There is still much to be learned about the FSE on Guam, and its influence on dietary behaviors and weight status, before policies and interventions targeting this domain can be effective in promoting and maintaining child health. This study found lower BMI z-scores in participants having a small market closest to their residences in bivariate analysis, but future research is needed to explore other aspects of the FSE, such as the consumer environment, the growing popularity of farmer's markets, community gardens, and subsistence farming. Comprehensive studies of all communities using ArcGIS mapping will provide a clearer picture of Guam's FSE. Further studies should establish temporality of relationships between the FSE, dietary intakes, and weight status of children. The physical activity environment should also be explored to examine its impacts on the lifestyles and weight outcomes of children on Guam.
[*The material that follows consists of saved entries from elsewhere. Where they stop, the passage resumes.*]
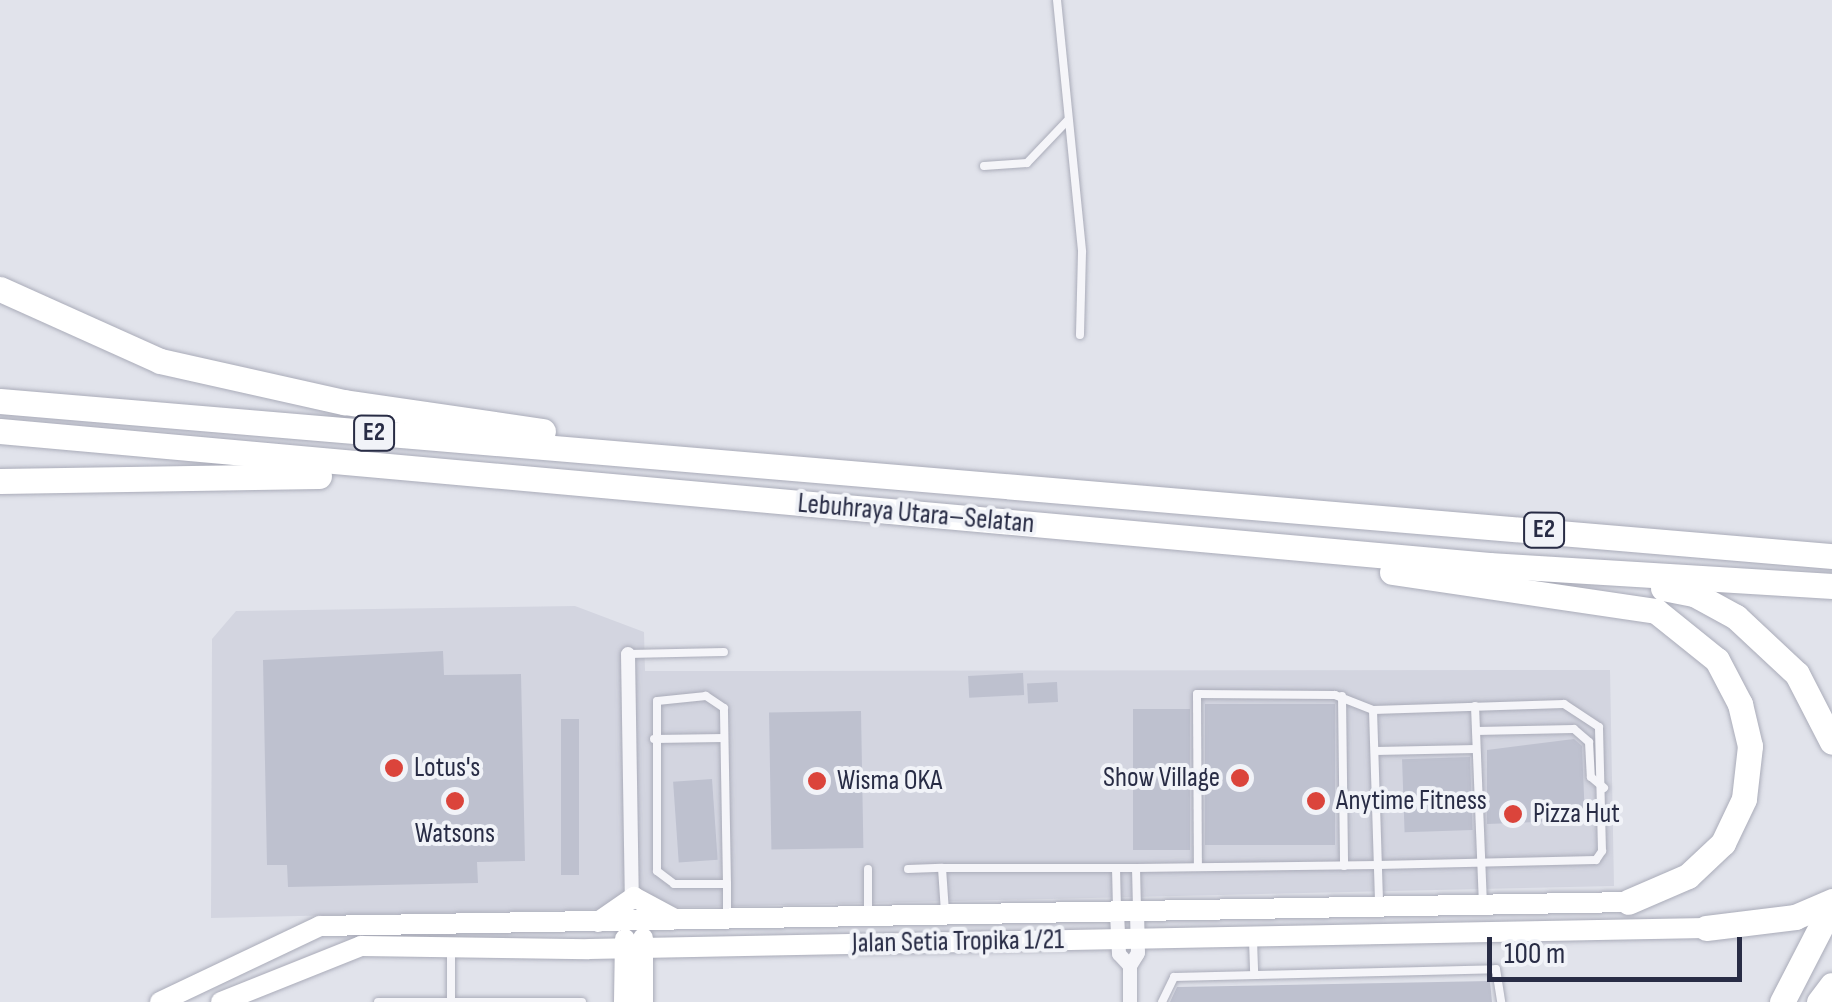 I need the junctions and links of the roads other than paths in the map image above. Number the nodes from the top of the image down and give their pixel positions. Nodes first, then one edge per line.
1 (1057, 0) edge
2 (1067, 122) junction
3 (984, 166) dead end
4 (0, 289) edge
5 (1080, 335) dead end
6 (0, 402) edge
7 (0, 432) edge
8 (710, 460) junction
9 (419, 472) junction
10 (0, 481) edge
11 (1257, 545) junction
12 (1832, 556) edge
13 (1490, 565) junction
14 (1832, 586) edge
15 (724, 652) dead end
16 (628, 654) joint
17 (1342, 696) junction
18 (1474, 706) junction
19 (1374, 710) junction
20 (1476, 731) junction
21 (724, 738) junction
22 (654, 739) junction
23 (1832, 742) edge
24 (1476, 748) junction
25 (1375, 750) junction
26 (654, 753) junction
27 (630, 754) junction
28 (1604, 788) junction
29 (1482, 862) junction
30 (1378, 865) junction
31 (1344, 866) junction
32 (1198, 867) junction
33 (942, 868) junction
34 (1116, 868) junction
35 (1136, 868) junction
36 (868, 869) dead end
37 (908, 869) dead end
38 (728, 884) junction
39 (634, 897) junction
40 (1628, 902) joint
41 (1832, 903) edge
42 (1484, 905) junction
43 (1379, 908) junction
44 (1127, 912) junction
45 (945, 916) junction
46 (868, 918) junction
47 (681, 920) junction
48 (726, 920) junction
49 (635, 922) junction
50 (596, 923) junction
51 (1706, 928) joint
52 (1253, 936) junction
53 (1128, 939) junction
54 (452, 947) junction
55 (684, 947) junction
56 (634, 948) junction
57 (589, 949) junction
58 (1254, 975) junction
59 (1832, 986) edge
60 (267, 992) edge
61 (633, 995) edge
62 (451, 1001) edge
63 (478, 1001) edge
64 (160, 1002) edge
65 (221, 1002) edge
66 (378, 1002) edge
67 (427, 1002) edge
68 (582, 1002) edge
69 (1130, 1002) edge
70 (1162, 1002) edge
71 (1501, 1002) edge
72 (1782, 1002) edge
73 (1819, 1002) edge

1 - 2 lane
2 - 3 lane
2 - 5 lane
4 - 8 highway
6 - 8 highway, Lebuhraya Utara–Selatan / E2
7 - 9 highway, Lebuhraya Utara–Selatan / E2
8 - 12 highway, Lebuhraya Utara–Selatan / E2
9 - 10 highway
9 - 11 highway, Lebuhraya Utara–Selatan / E2
11 - 13 highway, Lebuhraya Utara–Selatan / E2
11 - 40 highway
13 - 14 highway, Lebuhraya Utara–Selatan / E2
13 - 23 highway
15 - 16 lane
16 - 27 street
17 - 19 lane
17 - 31 lane
17 - 32 lane
18 - 19 lane
18 - 20 lane
18 - 28 lane
19 - 25 lane
20 - 24 lane
20 - 28 lane
21 - 22 lane
21 - 22 lane
21 - 38 lane
22 - 26 lane
24 - 25 lane
24 - 29 lane
25 - 30 lane
26 - 27 lane
26 - 38 lane
27 - 39 street
28 - 29 lane
29 - 30 lane
29 - 42 lane
30 - 31 lane
30 - 43 lane
31 - 32 lane
32 - 35 lane
33 - 34 lane
33 - 37 lane
33 - 45 lane
34 - 35 lane
34 - 44 lane
35 - 44 lane
36 - 46 lane
38 - 48 lane
39 - 47 street
39 - 49 street
39 - 50 street
40 - 42 street, Jalan Setia Tropika 1/21
41 - 51 highway
41 - 72 highway
42 - 43 street, Jalan Setia Tropika 1/21
43 - 44 street, Jalan Setia Tropika 1/21
44 - 45 street, Jalan Setia Tropika 1/21
44 - 53 street
45 - 46 street, Jalan Setia Tropika 1/21
46 - 48 street, Jalan Setia Tropika 1/21
47 - 48 street, Jalan Setia Tropika 1/21
47 - 49 street, Jalan Setia Tropika 1/21
49 - 50 street, Jalan Setia Tropika 1/21
49 - 56 street
50 - 64 street, Jalan Setia Tropika 1/21
51 - 52 street, Jalan Setia Tropika 1/21
52 - 53 street, Jalan Setia Tropika 1/21
52 - 58 lane
53 - 55 street, Jalan Setia Tropika 1/21
53 - 69 street
54 - 57 street, Jalan Setia Tropika 1/21
54 - 60 street, Jalan Setia Tropika 1/21
54 - 62 lane
55 - 56 street, Jalan Setia Tropika 1/21
55 - 61 street
56 - 57 street, Jalan Setia Tropika 1/21
56 - 61 street
57 - 61 street
58 - 70 lane
58 - 71 lane
59 - 73 highway
60 - 65 street, Jalan Setia Tropika 1/21
62 - 63 lane
62 - 67 lane
63 - 68 lane
66 - 67 lane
The authors gratefully acknowledge the CHL Program team in Guam who conducted data collection and data entry, as well as the student assistant, Rosae Calvo, and Guam study participants. The CHL Training Program is acknowledged for master's thesis support, guidance, and contributions. The support of the Agriculture and Food Research Initiative Grant no. 2011-68001-30335 from the USDA National Institute of Food and Agricultural Science Enhancement Coordinated Agricultural Program is also acknowledged.
The authors declare that there is no conflict of interest.